'C-mon up!'
I press '9' on the keypad to release the door lock. 'C'mon up,' the sound of my voice echoing in my mind, thinking to myself 'You sound like whatsisname - Johnny Olson - on 'The Price is Right'. I hear the click on the phone, and hang it up. Butterflies in my stomach, excitement kicking in. I visualize him, waiting now at the elevator, even getting in maybe, and on the way up.
I go over to the door, glance around for a last minute check of the room, open it, and stand waiting for him for when he exits on the floor.
I swallow, my gorge rising, a knot tightening my throat. Doggone, I am saying to myself, it's happening. He has had to bail how many times, but this time, he is on his way up. In a minute we'll be in each other's arms, each holding the other tightly, the thrill of it electric, imagining it.
'Glad to see me?', I can imagine him saying, 'You better believe,' I am saying, feeling his bulge pressing into mine, and it rising up, stiffening, and with it a flush rising up, hot and getting hotter, scarlet, from my neck up through my face. I anticipate what it will be like, holding him, wondering at the marvel of him.
Sure we have been chatting on line, each chat hotter, more intimate than the last, - 'next best thing' we say to each other, - but to actually have each other in each other's arms, it really has been too long. For sure too long when you crave each other as we have come to crave each other.

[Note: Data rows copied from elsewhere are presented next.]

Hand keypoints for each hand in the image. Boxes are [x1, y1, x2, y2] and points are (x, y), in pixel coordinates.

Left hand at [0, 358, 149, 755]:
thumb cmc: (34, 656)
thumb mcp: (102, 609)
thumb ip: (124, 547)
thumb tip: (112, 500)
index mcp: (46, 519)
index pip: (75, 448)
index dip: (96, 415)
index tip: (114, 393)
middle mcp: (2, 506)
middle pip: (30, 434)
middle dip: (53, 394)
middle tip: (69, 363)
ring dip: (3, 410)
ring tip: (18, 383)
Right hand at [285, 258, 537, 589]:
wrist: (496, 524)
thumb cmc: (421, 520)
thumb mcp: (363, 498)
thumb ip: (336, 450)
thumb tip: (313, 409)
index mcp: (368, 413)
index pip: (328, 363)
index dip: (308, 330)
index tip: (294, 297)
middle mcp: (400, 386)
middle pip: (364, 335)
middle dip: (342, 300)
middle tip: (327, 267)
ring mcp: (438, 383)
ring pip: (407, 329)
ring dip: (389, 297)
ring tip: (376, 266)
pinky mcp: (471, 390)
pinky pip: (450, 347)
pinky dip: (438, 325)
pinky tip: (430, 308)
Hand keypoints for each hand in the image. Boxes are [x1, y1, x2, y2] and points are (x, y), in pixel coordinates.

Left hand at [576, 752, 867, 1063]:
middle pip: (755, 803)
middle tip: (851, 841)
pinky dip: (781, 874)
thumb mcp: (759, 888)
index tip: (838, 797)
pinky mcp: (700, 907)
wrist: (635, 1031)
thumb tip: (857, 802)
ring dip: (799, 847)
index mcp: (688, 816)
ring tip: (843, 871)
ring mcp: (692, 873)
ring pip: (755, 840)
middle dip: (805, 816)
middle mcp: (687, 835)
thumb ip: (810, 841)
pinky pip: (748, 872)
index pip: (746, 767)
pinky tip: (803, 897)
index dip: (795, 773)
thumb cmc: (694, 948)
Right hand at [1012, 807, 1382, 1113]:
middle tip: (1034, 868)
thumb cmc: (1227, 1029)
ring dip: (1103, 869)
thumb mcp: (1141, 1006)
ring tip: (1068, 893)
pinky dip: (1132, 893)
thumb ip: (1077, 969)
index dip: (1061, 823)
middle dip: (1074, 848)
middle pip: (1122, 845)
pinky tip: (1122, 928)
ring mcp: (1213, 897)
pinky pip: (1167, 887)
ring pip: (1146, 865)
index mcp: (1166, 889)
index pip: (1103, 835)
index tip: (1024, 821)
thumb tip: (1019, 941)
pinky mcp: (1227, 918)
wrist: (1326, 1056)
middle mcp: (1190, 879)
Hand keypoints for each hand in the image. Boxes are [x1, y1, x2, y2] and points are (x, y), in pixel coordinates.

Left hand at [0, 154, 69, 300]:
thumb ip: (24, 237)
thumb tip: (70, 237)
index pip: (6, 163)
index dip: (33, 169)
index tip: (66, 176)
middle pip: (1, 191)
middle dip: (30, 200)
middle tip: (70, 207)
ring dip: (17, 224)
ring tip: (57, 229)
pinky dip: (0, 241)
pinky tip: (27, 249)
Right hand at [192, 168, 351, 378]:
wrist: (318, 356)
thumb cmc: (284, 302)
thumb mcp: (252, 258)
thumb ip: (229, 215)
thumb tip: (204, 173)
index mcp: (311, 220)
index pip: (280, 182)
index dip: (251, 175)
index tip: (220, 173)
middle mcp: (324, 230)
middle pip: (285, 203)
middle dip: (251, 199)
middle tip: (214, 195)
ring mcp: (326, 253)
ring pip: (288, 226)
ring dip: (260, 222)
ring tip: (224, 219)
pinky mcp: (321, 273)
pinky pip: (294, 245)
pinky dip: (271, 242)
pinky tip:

In my mind's eye, I am taking his measure. We're about a height. He's maybe an inch or so shorter, but otherwise we stand eye to eye. His shoulders, arms, muscular - pecs well developed. Perfect. His bodybuilder abs, obliques, his Adonis belt, tapering down to his groin, and his groin - beauty, big, thick, long, uncut, suckable. 'Immanently suckable', I tell myself. And I do like going down on him.
I'm needing a haircut. He'll have something to say about that. A jibe. All in jest, because, when we embrace, he likes to run his fingers up through my hair, holding my face to his, his tongue penetrating my mouth, deep kissing. Our tongues will do their little dance, a thrust and parry. And kissing, he will pull me into him, and I will pull him into me, tighter. By then, of course, we'll have closed the door.
'Wear those grey sweat pants,' he told me, 'I want to undress you, get you out of them.' His hands will be at the waistband, stripping them down. And I, likewise, will be at his belt, un-notching it, unzipping his fly. He will, of course, be commando - we both are, as usual - and as I open his pants it will fly free, to stand up and out. As will mine. And I will reach out to grab his, as he will mine, to stroke it, pulling back and rolling down the foreskin, and rolling it back. Him stroking mine, me stroking his, the thrill of it, man to man, touching it.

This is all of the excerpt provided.